Schools have been renovated, and new classroom blocks have been provided in underserved areas. Health centres have been built or upgraded, improving access to primary healthcare services. The Commission has also awarded scholarships to students, including foreign postgraduate scholarships, empowering thousands of youths academically.Skills acquisition and youth empowerment programmes have helped many young people gain vocational competencies.Through various interventions, the NDDC has contributed to job creation and local economic stimulation.Solar-powered street lighting projects have been widely implemented in urban and semi-urban communities. These streetlights have improved visibility at night and contributed to enhanced security in some areas. Markets, highways, and public spaces illuminated by solar lights have experienced extended business hours.
For these efforts, the Commission deserves acknowledgment and commendation. However, development must always align with foundational mandates and pressing grassroots realities. A growing concern among residents is that while streets are illuminated, many homes remain in darkness. Rural electrification and household power access remain inconsistent and inadequate across large parts of the region. In riverine and remote communities, families still rely on generators, kerosene lamps, or complete darkness after sunset. The irony of brightly lit streets juxtaposed with powerless homes cannot be ignored. Electricity at the household level directly impacts education, health, and small-scale enterprise. Students cannot effectively study at night without reliable indoor lighting.Families cannot preserve food or power essential appliances without stable electricity.
Micro and small businesses struggle to grow without dependable energy access. While street lighting enhances public aesthetics and security, it does not substitute for domestic electrification. The proverb “charity begins at home” is especially relevant in this context. True community development must first empower households before beautifying public spaces. The Commission’s original mandate emphasizes integrated and sustainable development, not isolated infrastructural gestures. Balanced development requires that energy interventions prioritize homes alongside streets. Solar technology presents a unique opportunity for decentralized household electrification in off-grid communities. Extending solar solutions to individual homes would have a transformative social impact. Home-based solar systems could power lights, fans, small appliances, and communication devices.

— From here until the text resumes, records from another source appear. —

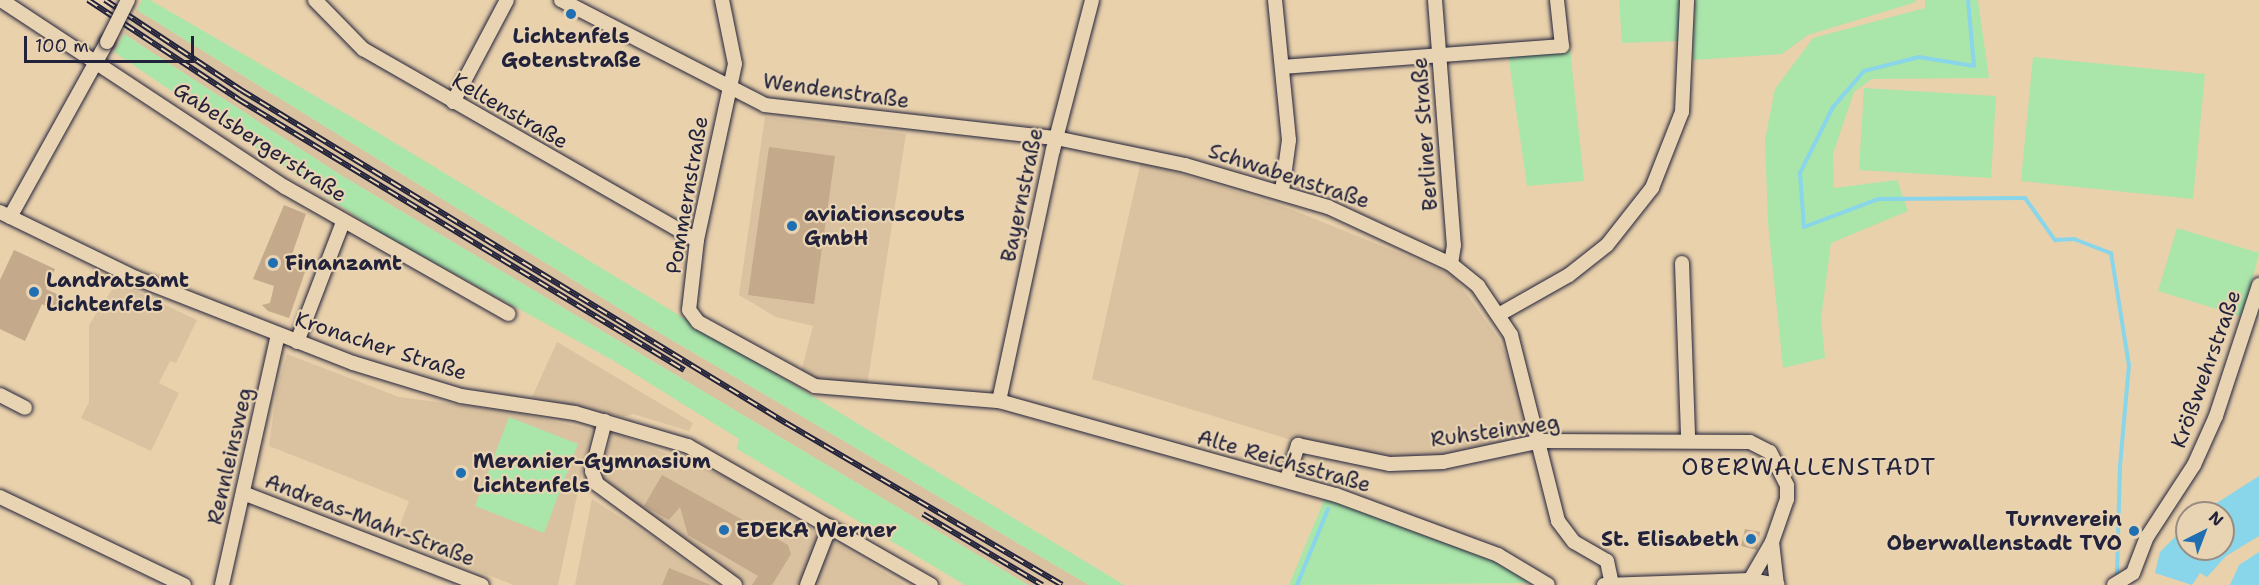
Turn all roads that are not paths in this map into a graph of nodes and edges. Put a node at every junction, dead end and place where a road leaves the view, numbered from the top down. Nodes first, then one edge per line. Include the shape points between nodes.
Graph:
1 (2, 0) edge
2 (128, 0) edge
3 (315, 0) edge
4 (507, 0) edge
5 (561, 0) edge
6 (722, 0) edge
7 (1092, 0) edge
8 (1278, 0) edge
9 (1434, 0) edge
10 (1557, 0) edge
11 (1687, 0) edge
12 (1441, 54) junction
13 (96, 59) junction
14 (1282, 67) junction
15 (730, 89) junction
16 (453, 102) junction
17 (1056, 138) junction
18 (1282, 191) junction
19 (5, 215) edge
20 (343, 222) junction
21 (698, 240) junction
22 (1682, 263) dead end
23 (1451, 264) junction
24 (2259, 285) edge
25 (689, 310) joint
26 (509, 314) dead end
27 (1500, 314) junction
28 (278, 335) junction
29 (297, 342) junction
30 (0, 395) edge
31 (999, 401) junction
32 (25, 408) dead end
33 (605, 421) junction
34 (1688, 439) junction
35 (1541, 441) junction
36 (1287, 479) junction
37 (243, 493) junction
38 (0, 496) edge
39 (830, 526) junction
40 (1772, 542) junction
41 (1750, 580) junction
42 (184, 585) edge
43 (222, 585) edge
44 (482, 585) edge
45 (735, 585) edge
46 (807, 585) edge
47 (931, 585) edge
48 (1548, 585) edge
49 (1604, 585) edge
50 (1612, 585) edge
51 (1778, 585) edge
52 (2114, 585) edge

1 - 13 street, Gabelsbergerstraße
2 - 13 street, bridge
3 - 16 street, Keltenstraße via 348,38
4 - 16 street
5 - 15 street, Wendenstraße
6 - 15 street, Pommernstraße via 735,64
7 - 17 street, Bayernstraße
8 - 14 street
9 - 12 street, Berliner Straße
10 - 12 street via 1562,46
11 - 27 street via 1682,112 1652,188 1607,245 1569,275
12 - 14 street
12 - 23 street, Berliner Straße
13 - 19 street
13 - 20 street, Gabelsbergerstraße
14 - 18 street via 1289,140
15 - 17 street, Wendenstraße via 765,105 813,113
15 - 21 street, Pommernstraße
16 - 21 street, Keltenstraße
17 - 18 street, Schwabenstraße
17 - 31 street, Bayernstraße
18 - 23 street, Schwabenstraße via 1376,225
19 - 28 street, Kronacher Straße via 136,278
20 - 26 street, Gabelsbergerstraße
20 - 29 street, Gabelsbergerstraße
21 - 25 street, Pommernstraße
22 - 34 street
23 - 27 street, Schwabenstraße via 1478,286
24 - 52 street, Krößwehrstraße via 2216,416 2194,465 2147,537 2133,573
25 - 31 street, Alte Reichsstraße via 698,322 815,386
27 - 35 street, Schwabenstraße via 1521,365
28 - 29 street, Kronacher Straße
28 - 37 street, Rennleinsweg
29 - 33 street, Kronacher Straße via 461,396
30 - 32 street
31 - 36 street, Alte Reichsstraße
33 - 39 street, Kronacher Straße via 711,457
33 - 45 street via 592,471 597,484
34 - 35 street, Ruhsteinweg
34 - 40 street, Ruhsteinweg via 1750,441 1770,452 1785,475 1787,499
35 - 36 street, Ruhsteinweg via 1443,462 1390,464 1298,445
35 - 50 street, Schwabenstraße via 1563,533 1607,561
36 - 48 street, Alte Reichsstraße via 1498,555
37 - 43 street, Rennleinsweg
37 - 44 street, Andreas-Mahr-Straße
38 - 42 street
39 - 46 street
39 - 47 street, Kronacher Straße
40 - 41 street
40 - 51 street
41 - 50 street
41 - 51 street
49 - 50 street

Such interventions would reduce poverty, improve living standards, and stimulate grassroots productivity. By broadening its energy focus, the Commission would better reflect the spirit of its founding legislation. This is not a call to abandon street lighting projects, which have their merits. Rather, it is an appeal for balance, inclusivity, and alignment with core developmental objectives. Strategic planning should ensure that rural electrification and household access form a central pillar of ongoing interventions. Community engagement and needs assessments can help determine priority areas for household solar deployment. Twenty-five years after its establishment, the NDDC stands at a reflective moment in its institutional journey. The people of the Niger Delta say: thank you for the efforts so far—but not very much—because true appreciation will come when development begins at home and radiates outward, not merely when streets shine while houses remain in darkness.